Kendilerinin dikkat çekmeye çalıştığı temel tehlikenin, “Anayasal düzenin bizzat Anayasal vasıtalar kullanılarak yargı eliyle lağvedilmeye çalışılması” olduğunu söyleyen Elagöz, “Bu yol açıldıktan sonra, hiçbir yurttaş artık Anayasa tarafından güvence altına alınmış olan hak ve özgürlüklerinden bahsedemeyecektir. Zira Anayasa ve hukukun katli, ülkemizi artık geri dönülemeyecek yollara sokmaktadır.

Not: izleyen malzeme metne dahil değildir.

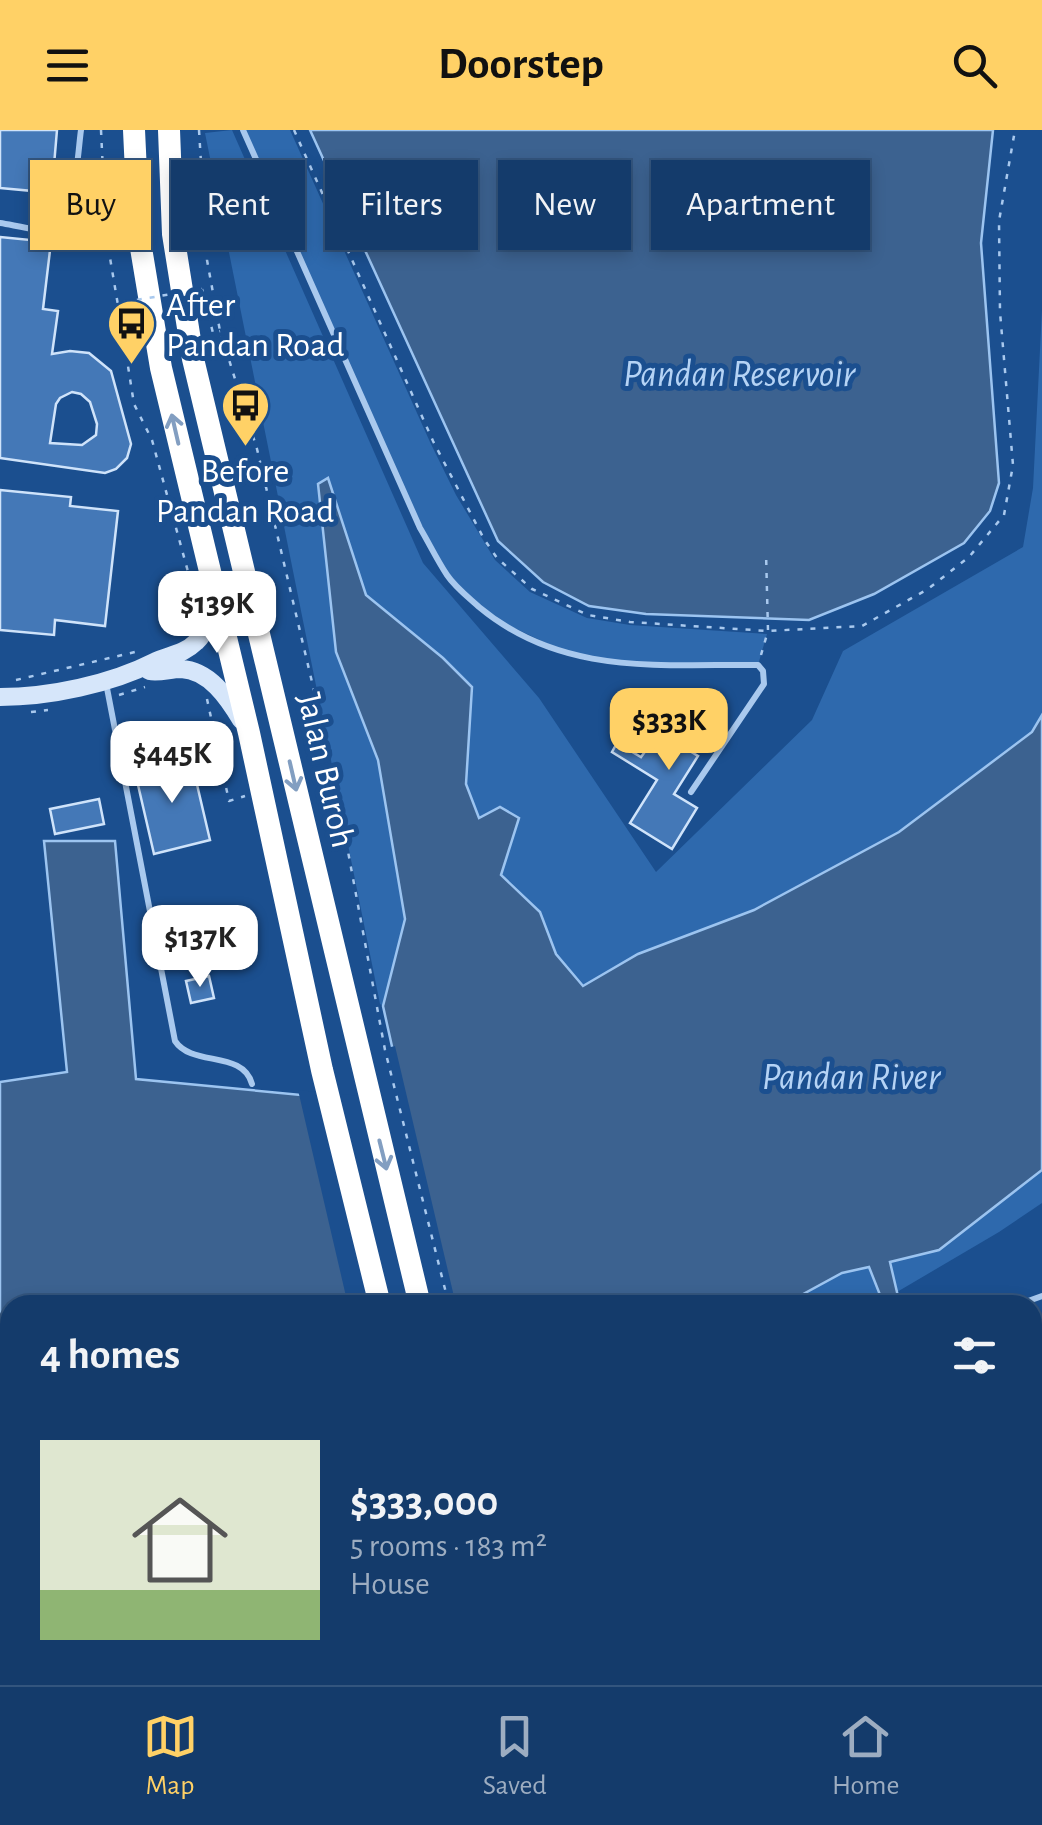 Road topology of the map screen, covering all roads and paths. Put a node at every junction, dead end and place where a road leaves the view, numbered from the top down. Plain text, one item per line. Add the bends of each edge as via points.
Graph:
1 (80, 130) edge
2 (101, 130) edge
3 (134, 130) edge
4 (169, 130) edge
5 (199, 130) edge
6 (243, 130) edge
7 (294, 130) edge
8 (1014, 130) edge
9 (0, 223) edge
10 (220, 330) junction
11 (124, 341) junction
12 (766, 552) dead end
13 (206, 599) junction
14 (768, 631) junction
15 (146, 650) dead end
16 (758, 665) junction
17 (144, 670) junction
18 (106, 680) junction
19 (5, 689) edge
20 (206, 693) dead end
21 (249, 733) junction
22 (261, 790) junction
23 (691, 792) dead end
24 (252, 1084) dead end
25 (378, 1295) edge
26 (418, 1295) edge
27 (446, 1295) edge

1 - 9 lane via 62,224 53,229
2 - 11 path via 106,234
13 -> 3 highway, Jalan Buroh via 139,236
4 -> 26 highway, Jalan Buroh via 173,234 193,359
5 - 10 path via 206,260
6 - 16 lane via 420,528 463,593 531,642 578,658
7 - 14 path via 433,441 498,558 532,589 588,614
8 - 14 path via 999,221 1013,465 1004,515 928,589 862,626
10 - 11 path, bridge via 213,333 202,289 124,302 131,340
10 - 27 path via 256,449 333,771 385,1050
11 - 13 path via 134,404
12 - 14 path
13 - 17 street via 211,618 198,641
13 - 21 highway, Jalan Buroh
14 - 16 path
15 - 19 path
16 - 23 lane via 764,684
17 - 18 street
17 - 21 street via 196,673 224,694
18 - 19 street via 40,693
18 - 24 lane via 174,1041 184,1052 241,1066
20 - 22 path via 229,801
21 - 22 highway, Jalan Buroh
22 - 25 highway, Jalan Buroh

Gelinen aşamada Anayasa fiilen askıya alınmıştır ve açıkça ifade edilmelidir ki bu bir darbe girişimidir.” sözlerine yer verdi.
“HUKUK DEVLETİ KAZANIMLARININ YOK EDİLMESİ AMAÇLANMAKTA”
Anayasal krizin bilerek yaratıldığı ve anayasa değişikli gerektiği yönünde algı oluşturulmak istendiğinin de altını çizen Elagöz, “Bir ülkeyi yıkmak ve yok etmek için sadece topla tüfekle savaşmak yeterli olmayıp, kurumlarının işlevsiz hale getirilmesi ve siyasi otoritenin emrine sokulması, sorgulamayan, düşünmeyen bir toplum yaratılması ile de bir ülkeyi yok edebilirsiniz. Şu an için ülkemiz felce uğratılmış ve hareket kabiliyetini kaybetmiştir. Mevcut siyasal iktidarın çok uzun süredir yaptığı algı yönetiminin bir parçası da toplumun farklı sinir uçlarını zorlayarak sistemde bir çıkmaz oluşturmak ve toplumda kaos yaratmaktır. Bu sayede aşama aşama laik ve demokratik hukuk devleti kazanımlarının çeşitli kanun tasarıları, torba yasalar ve Anayasa değişikliği bahaneleriyle yok edilmesi amaçlanmaktadır” şeklinde konuştu.